• [Directions] The entries below need to be written out exactly, with no pictures included.

• [Excerpted records]
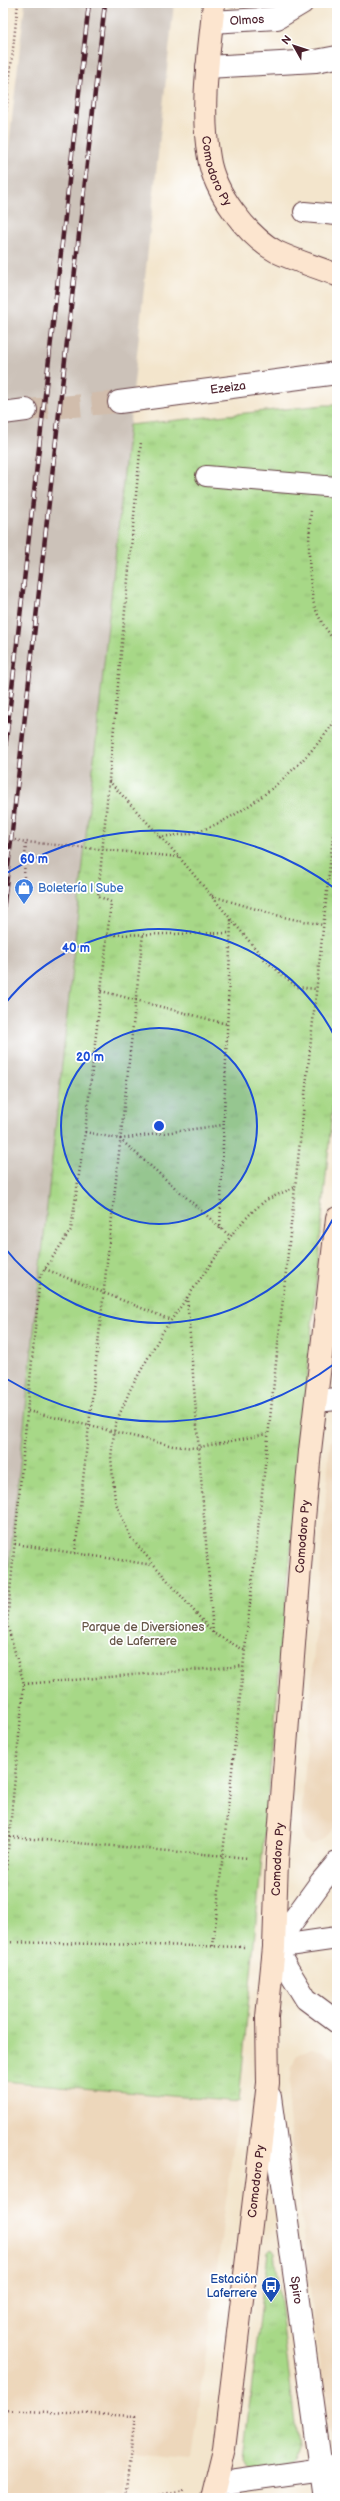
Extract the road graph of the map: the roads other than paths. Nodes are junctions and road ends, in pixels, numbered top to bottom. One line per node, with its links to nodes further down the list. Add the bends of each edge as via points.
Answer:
1 (302, 3): 2 (street, Olmos, via 277,18)
2 (213, 13): 4 (main road, Comodoro Py)
3 (337, 57): 4 (street, via 316,61)
4 (207, 67): 7 (main road, Comodoro Py, via 209,159 220,188 236,216 252,233 277,251)
5 (304, 212): 6 (lane)
6 (337, 215)
7 (337, 275)
8 (337, 373): 9 (street, Ezeiza)
9 (120, 402)
10 (26, 410): 11 (street)
11 (3, 413)
12 (206, 476): 13 (lane)
13 (337, 487)
14 (337, 1218): 16 (main road, Comodoro Py)
15 (337, 1398): 16 (street)
16 (316, 1401): 19 (main road, Comodoro Py, via 302,1542 277,1861)
17 (337, 1863): 19 (street)
18 (337, 1938): 19 (street)
19 (274, 1947): 20 (street, via 306,1999); 21 (main road, Comodoro Py, via 267,2016)
20 (337, 2022)
21 (268, 2083): 22 (street, Spiro); 23 (main road, Comodoro Py, via 224,2449)
22 (329, 2468): 23 (street); 24 (street, Spiro)
23 (214, 2491)
24 (324, 2498)

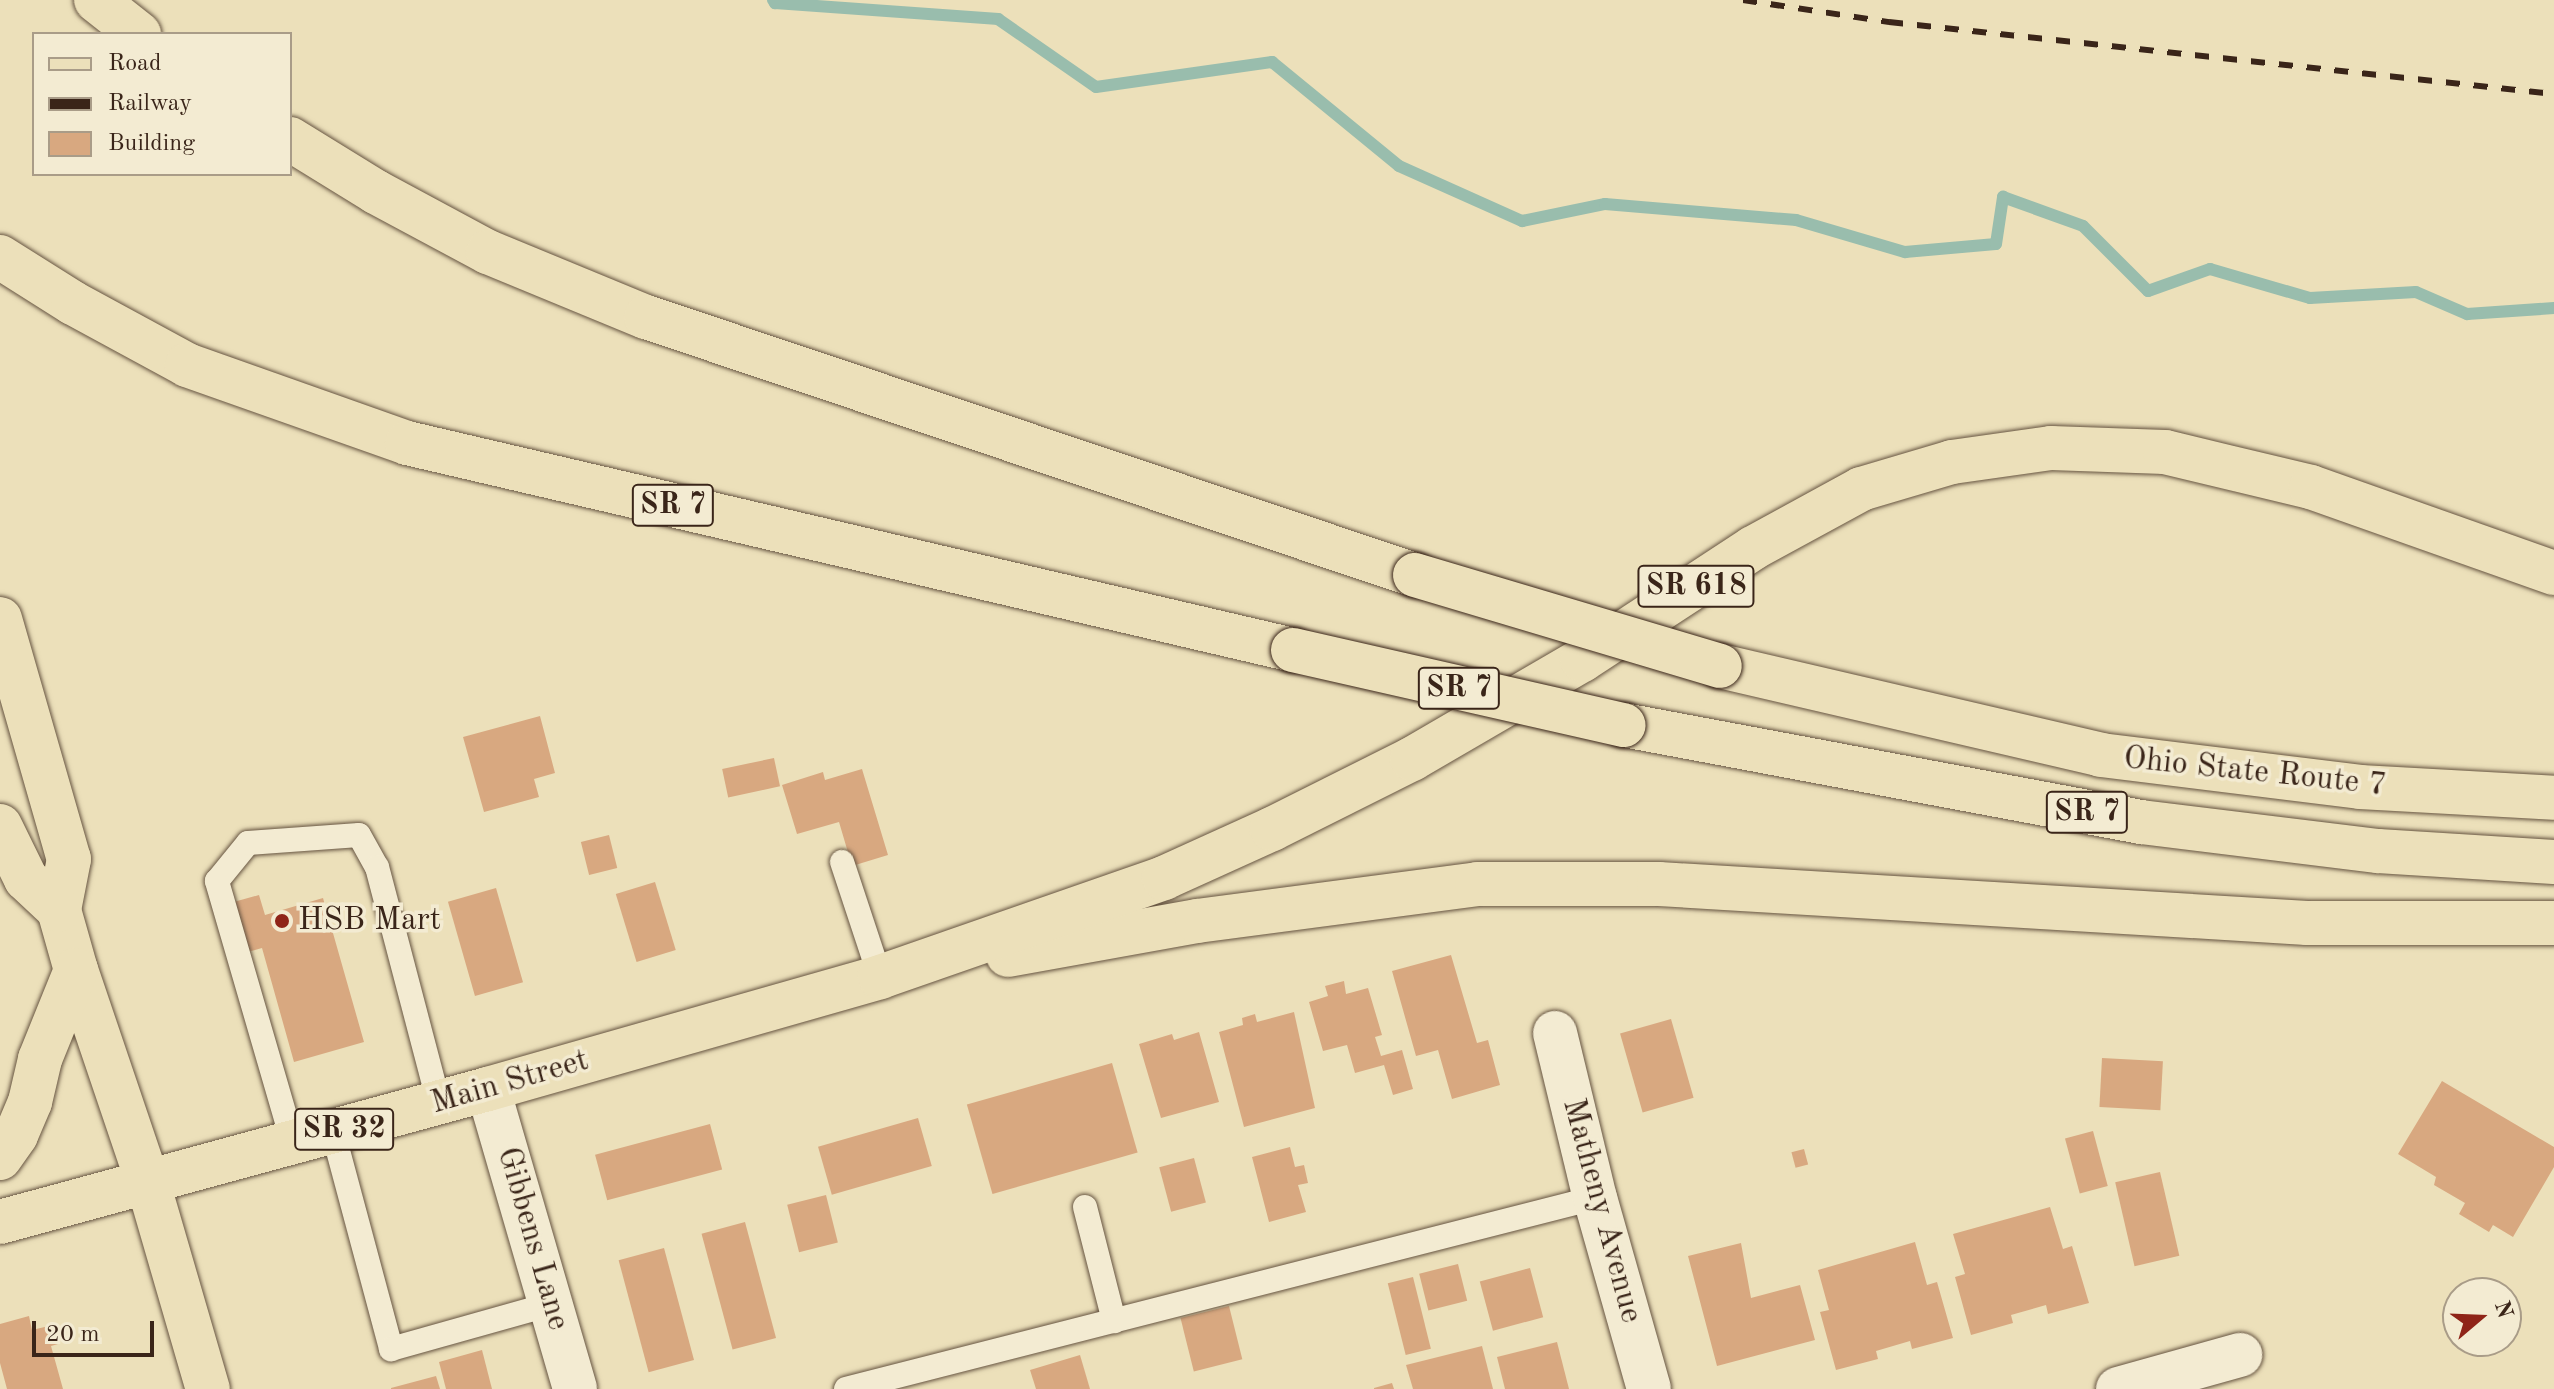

• [Exercise response]
Extract the road graph of the map: the roads other than paths. Nodes are junctions and road ends, in pixels, numbered top to bottom. One line per node, with its links to nodes further down the list. Add the bends of each edge as via points.
Answer:
1 (302, 3): 2 (street, Olmos, via 277,18)
2 (213, 13): 4 (main road, Comodoro Py)
3 (337, 57): 4 (street, via 316,61)
4 (207, 67): 7 (main road, Comodoro Py, via 209,159 220,188 236,216 252,233 277,251)
5 (304, 212): 6 (lane)
6 (337, 215)
7 (337, 275)
8 (337, 373): 9 (street, Ezeiza)
9 (120, 402)
10 (26, 410): 11 (street)
11 (3, 413)
12 (206, 476): 13 (lane)
13 (337, 487)
14 (337, 1218): 16 (main road, Comodoro Py)
15 (337, 1398): 16 (street)
16 (316, 1401): 19 (main road, Comodoro Py, via 302,1542 277,1861)
17 (337, 1863): 19 (street)
18 (337, 1938): 19 (street)
19 (274, 1947): 20 (street, via 306,1999); 21 (main road, Comodoro Py, via 267,2016)
20 (337, 2022)
21 (268, 2083): 22 (street, Spiro); 23 (main road, Comodoro Py, via 224,2449)
22 (329, 2468): 23 (street); 24 (street, Spiro)
23 (214, 2491)
24 (324, 2498)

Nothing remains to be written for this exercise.